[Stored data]

────

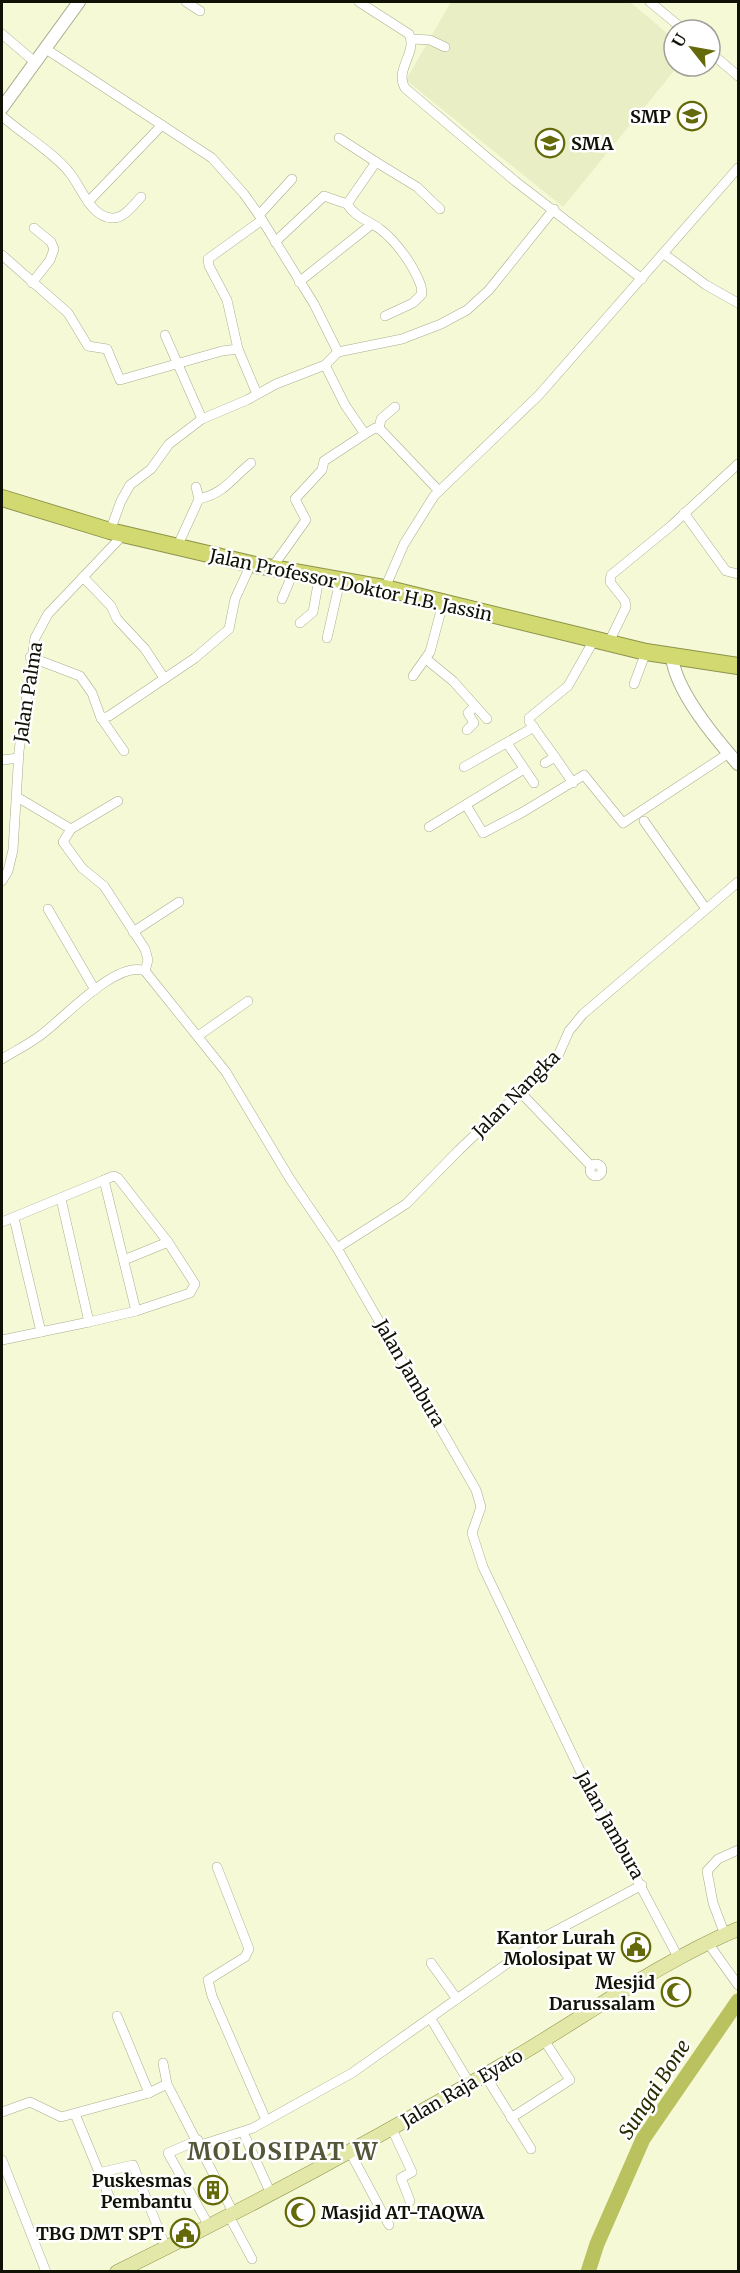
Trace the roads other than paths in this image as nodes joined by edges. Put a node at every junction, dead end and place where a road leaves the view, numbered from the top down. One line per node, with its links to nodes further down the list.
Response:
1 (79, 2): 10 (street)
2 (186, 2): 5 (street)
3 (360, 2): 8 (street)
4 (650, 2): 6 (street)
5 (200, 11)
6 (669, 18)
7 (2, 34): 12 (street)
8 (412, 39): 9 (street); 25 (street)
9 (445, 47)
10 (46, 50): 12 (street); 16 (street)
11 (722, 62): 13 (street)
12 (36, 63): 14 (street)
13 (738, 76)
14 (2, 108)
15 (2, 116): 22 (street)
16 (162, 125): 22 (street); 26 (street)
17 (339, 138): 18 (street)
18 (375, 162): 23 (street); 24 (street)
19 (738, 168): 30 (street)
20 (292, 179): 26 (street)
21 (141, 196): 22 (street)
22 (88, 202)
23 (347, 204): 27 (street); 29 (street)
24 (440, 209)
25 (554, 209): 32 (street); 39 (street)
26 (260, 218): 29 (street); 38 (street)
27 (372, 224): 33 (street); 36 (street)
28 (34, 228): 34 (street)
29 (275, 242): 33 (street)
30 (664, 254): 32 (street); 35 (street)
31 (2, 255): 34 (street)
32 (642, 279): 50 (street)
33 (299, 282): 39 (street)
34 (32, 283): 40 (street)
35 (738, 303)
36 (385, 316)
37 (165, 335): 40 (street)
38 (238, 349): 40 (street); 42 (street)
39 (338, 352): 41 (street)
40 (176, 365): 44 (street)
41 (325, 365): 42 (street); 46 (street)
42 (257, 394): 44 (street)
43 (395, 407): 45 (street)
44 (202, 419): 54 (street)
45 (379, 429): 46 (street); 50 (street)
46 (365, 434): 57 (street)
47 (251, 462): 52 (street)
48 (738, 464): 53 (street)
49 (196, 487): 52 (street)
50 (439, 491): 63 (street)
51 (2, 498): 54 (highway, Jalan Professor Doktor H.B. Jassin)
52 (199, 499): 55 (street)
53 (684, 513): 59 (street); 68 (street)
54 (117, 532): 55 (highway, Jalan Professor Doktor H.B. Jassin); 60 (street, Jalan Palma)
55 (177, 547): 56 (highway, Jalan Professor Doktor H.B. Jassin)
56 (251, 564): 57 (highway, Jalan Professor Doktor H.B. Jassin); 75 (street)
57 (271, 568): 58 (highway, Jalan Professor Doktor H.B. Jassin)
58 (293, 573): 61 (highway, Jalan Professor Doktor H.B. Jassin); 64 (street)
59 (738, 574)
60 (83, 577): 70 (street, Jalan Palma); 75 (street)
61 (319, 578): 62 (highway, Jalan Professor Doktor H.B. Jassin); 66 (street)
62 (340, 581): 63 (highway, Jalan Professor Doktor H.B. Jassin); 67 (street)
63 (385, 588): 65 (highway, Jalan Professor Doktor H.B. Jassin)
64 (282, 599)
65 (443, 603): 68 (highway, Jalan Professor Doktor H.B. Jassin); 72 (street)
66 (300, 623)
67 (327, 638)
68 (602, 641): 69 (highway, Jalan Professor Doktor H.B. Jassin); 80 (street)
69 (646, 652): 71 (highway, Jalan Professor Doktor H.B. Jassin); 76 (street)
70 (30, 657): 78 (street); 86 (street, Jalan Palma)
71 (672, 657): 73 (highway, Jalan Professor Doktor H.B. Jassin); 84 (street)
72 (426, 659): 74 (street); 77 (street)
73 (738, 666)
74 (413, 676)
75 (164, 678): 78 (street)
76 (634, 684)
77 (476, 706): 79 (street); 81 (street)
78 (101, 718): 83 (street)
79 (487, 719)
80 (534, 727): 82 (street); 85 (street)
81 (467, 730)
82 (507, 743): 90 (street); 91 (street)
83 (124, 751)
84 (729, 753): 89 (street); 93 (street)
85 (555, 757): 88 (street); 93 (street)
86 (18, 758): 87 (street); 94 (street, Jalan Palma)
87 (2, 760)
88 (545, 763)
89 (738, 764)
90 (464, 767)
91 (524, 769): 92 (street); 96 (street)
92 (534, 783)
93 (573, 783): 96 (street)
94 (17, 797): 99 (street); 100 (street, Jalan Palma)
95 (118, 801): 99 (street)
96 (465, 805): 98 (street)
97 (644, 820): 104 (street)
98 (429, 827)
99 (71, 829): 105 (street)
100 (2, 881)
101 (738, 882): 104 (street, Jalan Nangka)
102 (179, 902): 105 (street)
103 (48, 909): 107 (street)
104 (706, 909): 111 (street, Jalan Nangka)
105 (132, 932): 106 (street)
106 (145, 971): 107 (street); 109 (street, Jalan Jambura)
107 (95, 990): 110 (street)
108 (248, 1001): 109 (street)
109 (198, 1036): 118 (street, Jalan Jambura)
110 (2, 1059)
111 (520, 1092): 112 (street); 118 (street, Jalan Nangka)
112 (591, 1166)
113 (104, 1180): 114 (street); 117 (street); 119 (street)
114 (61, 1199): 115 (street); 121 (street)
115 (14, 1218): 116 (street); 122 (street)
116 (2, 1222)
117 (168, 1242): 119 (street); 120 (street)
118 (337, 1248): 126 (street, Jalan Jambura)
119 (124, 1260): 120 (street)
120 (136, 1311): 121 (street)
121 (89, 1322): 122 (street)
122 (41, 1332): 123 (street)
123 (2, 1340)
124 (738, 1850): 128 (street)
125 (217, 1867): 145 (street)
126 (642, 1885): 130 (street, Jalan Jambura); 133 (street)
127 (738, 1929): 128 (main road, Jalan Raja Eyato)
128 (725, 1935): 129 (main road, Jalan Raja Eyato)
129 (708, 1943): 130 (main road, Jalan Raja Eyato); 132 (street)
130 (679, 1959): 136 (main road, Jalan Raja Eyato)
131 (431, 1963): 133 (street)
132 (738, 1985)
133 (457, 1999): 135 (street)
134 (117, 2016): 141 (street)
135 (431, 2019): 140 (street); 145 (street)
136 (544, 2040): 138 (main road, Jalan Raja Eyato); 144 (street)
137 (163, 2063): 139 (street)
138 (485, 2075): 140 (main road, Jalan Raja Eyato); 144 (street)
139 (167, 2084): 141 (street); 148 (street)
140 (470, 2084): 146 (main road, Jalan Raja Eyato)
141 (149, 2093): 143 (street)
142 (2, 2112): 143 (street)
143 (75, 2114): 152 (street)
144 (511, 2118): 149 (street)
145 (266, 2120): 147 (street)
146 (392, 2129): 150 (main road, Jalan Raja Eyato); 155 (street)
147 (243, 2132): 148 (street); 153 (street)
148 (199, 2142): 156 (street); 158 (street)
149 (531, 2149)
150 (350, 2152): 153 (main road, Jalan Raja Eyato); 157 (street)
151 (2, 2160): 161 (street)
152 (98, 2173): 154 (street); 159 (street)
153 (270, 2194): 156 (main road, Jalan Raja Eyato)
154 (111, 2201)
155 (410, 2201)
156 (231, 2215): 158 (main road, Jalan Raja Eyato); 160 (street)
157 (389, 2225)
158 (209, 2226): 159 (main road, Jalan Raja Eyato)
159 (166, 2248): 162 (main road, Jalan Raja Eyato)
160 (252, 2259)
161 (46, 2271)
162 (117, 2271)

────

Repeat the data above exactly; images are not part of the copy.

Trace the roads other than paths in this image as nodes joined by edges. Put a node at every junction, dead end and place where a road leaves the view, numbered from the top down. One line per node, with its links to nodes further down the list.
Response:
1 (79, 2): 10 (street)
2 (186, 2): 5 (street)
3 (360, 2): 8 (street)
4 (650, 2): 6 (street)
5 (200, 11)
6 (669, 18)
7 (2, 34): 12 (street)
8 (412, 39): 9 (street); 25 (street)
9 (445, 47)
10 (46, 50): 12 (street); 16 (street)
11 (722, 62): 13 (street)
12 (36, 63): 14 (street)
13 (738, 76)
14 (2, 108)
15 (2, 116): 22 (street)
16 (162, 125): 22 (street); 26 (street)
17 (339, 138): 18 (street)
18 (375, 162): 23 (street); 24 (street)
19 (738, 168): 30 (street)
20 (292, 179): 26 (street)
21 (141, 196): 22 (street)
22 (88, 202)
23 (347, 204): 27 (street); 29 (street)
24 (440, 209)
25 (554, 209): 32 (street); 39 (street)
26 (260, 218): 29 (street); 38 (street)
27 (372, 224): 33 (street); 36 (street)
28 (34, 228): 34 (street)
29 (275, 242): 33 (street)
30 (664, 254): 32 (street); 35 (street)
31 (2, 255): 34 (street)
32 (642, 279): 50 (street)
33 (299, 282): 39 (street)
34 (32, 283): 40 (street)
35 (738, 303)
36 (385, 316)
37 (165, 335): 40 (street)
38 (238, 349): 40 (street); 42 (street)
39 (338, 352): 41 (street)
40 (176, 365): 44 (street)
41 (325, 365): 42 (street); 46 (street)
42 (257, 394): 44 (street)
43 (395, 407): 45 (street)
44 (202, 419): 54 (street)
45 (379, 429): 46 (street); 50 (street)
46 (365, 434): 57 (street)
47 (251, 462): 52 (street)
48 (738, 464): 53 (street)
49 (196, 487): 52 (street)
50 (439, 491): 63 (street)
51 (2, 498): 54 (highway, Jalan Professor Doktor H.B. Jassin)
52 (199, 499): 55 (street)
53 (684, 513): 59 (street); 68 (street)
54 (117, 532): 55 (highway, Jalan Professor Doktor H.B. Jassin); 60 (street, Jalan Palma)
55 (177, 547): 56 (highway, Jalan Professor Doktor H.B. Jassin)
56 (251, 564): 57 (highway, Jalan Professor Doktor H.B. Jassin); 75 (street)
57 (271, 568): 58 (highway, Jalan Professor Doktor H.B. Jassin)
58 (293, 573): 61 (highway, Jalan Professor Doktor H.B. Jassin); 64 (street)
59 (738, 574)
60 (83, 577): 70 (street, Jalan Palma); 75 (street)
61 (319, 578): 62 (highway, Jalan Professor Doktor H.B. Jassin); 66 (street)
62 (340, 581): 63 (highway, Jalan Professor Doktor H.B. Jassin); 67 (street)
63 (385, 588): 65 (highway, Jalan Professor Doktor H.B. Jassin)
64 (282, 599)
65 (443, 603): 68 (highway, Jalan Professor Doktor H.B. Jassin); 72 (street)
66 (300, 623)
67 (327, 638)
68 (602, 641): 69 (highway, Jalan Professor Doktor H.B. Jassin); 80 (street)
69 (646, 652): 71 (highway, Jalan Professor Doktor H.B. Jassin); 76 (street)
70 (30, 657): 78 (street); 86 (street, Jalan Palma)
71 (672, 657): 73 (highway, Jalan Professor Doktor H.B. Jassin); 84 (street)
72 (426, 659): 74 (street); 77 (street)
73 (738, 666)
74 (413, 676)
75 (164, 678): 78 (street)
76 (634, 684)
77 (476, 706): 79 (street); 81 (street)
78 (101, 718): 83 (street)
79 (487, 719)
80 (534, 727): 82 (street); 85 (street)
81 (467, 730)
82 (507, 743): 90 (street); 91 (street)
83 (124, 751)
84 (729, 753): 89 (street); 93 (street)
85 (555, 757): 88 (street); 93 (street)
86 (18, 758): 87 (street); 94 (street, Jalan Palma)
87 (2, 760)
88 (545, 763)
89 (738, 764)
90 (464, 767)
91 (524, 769): 92 (street); 96 (street)
92 (534, 783)
93 (573, 783): 96 (street)
94 (17, 797): 99 (street); 100 (street, Jalan Palma)
95 (118, 801): 99 (street)
96 (465, 805): 98 (street)
97 (644, 820): 104 (street)
98 (429, 827)
99 (71, 829): 105 (street)
100 (2, 881)
101 (738, 882): 104 (street, Jalan Nangka)
102 (179, 902): 105 (street)
103 (48, 909): 107 (street)
104 (706, 909): 111 (street, Jalan Nangka)
105 (132, 932): 106 (street)
106 (145, 971): 107 (street); 109 (street, Jalan Jambura)
107 (95, 990): 110 (street)
108 (248, 1001): 109 (street)
109 (198, 1036): 118 (street, Jalan Jambura)
110 (2, 1059)
111 (520, 1092): 112 (street); 118 (street, Jalan Nangka)
112 (591, 1166)
113 (104, 1180): 114 (street); 117 (street); 119 (street)
114 (61, 1199): 115 (street); 121 (street)
115 (14, 1218): 116 (street); 122 (street)
116 (2, 1222)
117 (168, 1242): 119 (street); 120 (street)
118 (337, 1248): 126 (street, Jalan Jambura)
119 (124, 1260): 120 (street)
120 (136, 1311): 121 (street)
121 (89, 1322): 122 (street)
122 (41, 1332): 123 (street)
123 (2, 1340)
124 (738, 1850): 128 (street)
125 (217, 1867): 145 (street)
126 (642, 1885): 130 (street, Jalan Jambura); 133 (street)
127 (738, 1929): 128 (main road, Jalan Raja Eyato)
128 (725, 1935): 129 (main road, Jalan Raja Eyato)
129 (708, 1943): 130 (main road, Jalan Raja Eyato); 132 (street)
130 (679, 1959): 136 (main road, Jalan Raja Eyato)
131 (431, 1963): 133 (street)
132 (738, 1985)
133 (457, 1999): 135 (street)
134 (117, 2016): 141 (street)
135 (431, 2019): 140 (street); 145 (street)
136 (544, 2040): 138 (main road, Jalan Raja Eyato); 144 (street)
137 (163, 2063): 139 (street)
138 (485, 2075): 140 (main road, Jalan Raja Eyato); 144 (street)
139 (167, 2084): 141 (street); 148 (street)
140 (470, 2084): 146 (main road, Jalan Raja Eyato)
141 (149, 2093): 143 (street)
142 (2, 2112): 143 (street)
143 (75, 2114): 152 (street)
144 (511, 2118): 149 (street)
145 (266, 2120): 147 (street)
146 (392, 2129): 150 (main road, Jalan Raja Eyato); 155 (street)
147 (243, 2132): 148 (street); 153 (street)
148 (199, 2142): 156 (street); 158 (street)
149 (531, 2149)
150 (350, 2152): 153 (main road, Jalan Raja Eyato); 157 (street)
151 (2, 2160): 161 (street)
152 (98, 2173): 154 (street); 159 (street)
153 (270, 2194): 156 (main road, Jalan Raja Eyato)
154 (111, 2201)
155 (410, 2201)
156 (231, 2215): 158 (main road, Jalan Raja Eyato); 160 (street)
157 (389, 2225)
158 (209, 2226): 159 (main road, Jalan Raja Eyato)
159 (166, 2248): 162 (main road, Jalan Raja Eyato)
160 (252, 2259)
161 (46, 2271)
162 (117, 2271)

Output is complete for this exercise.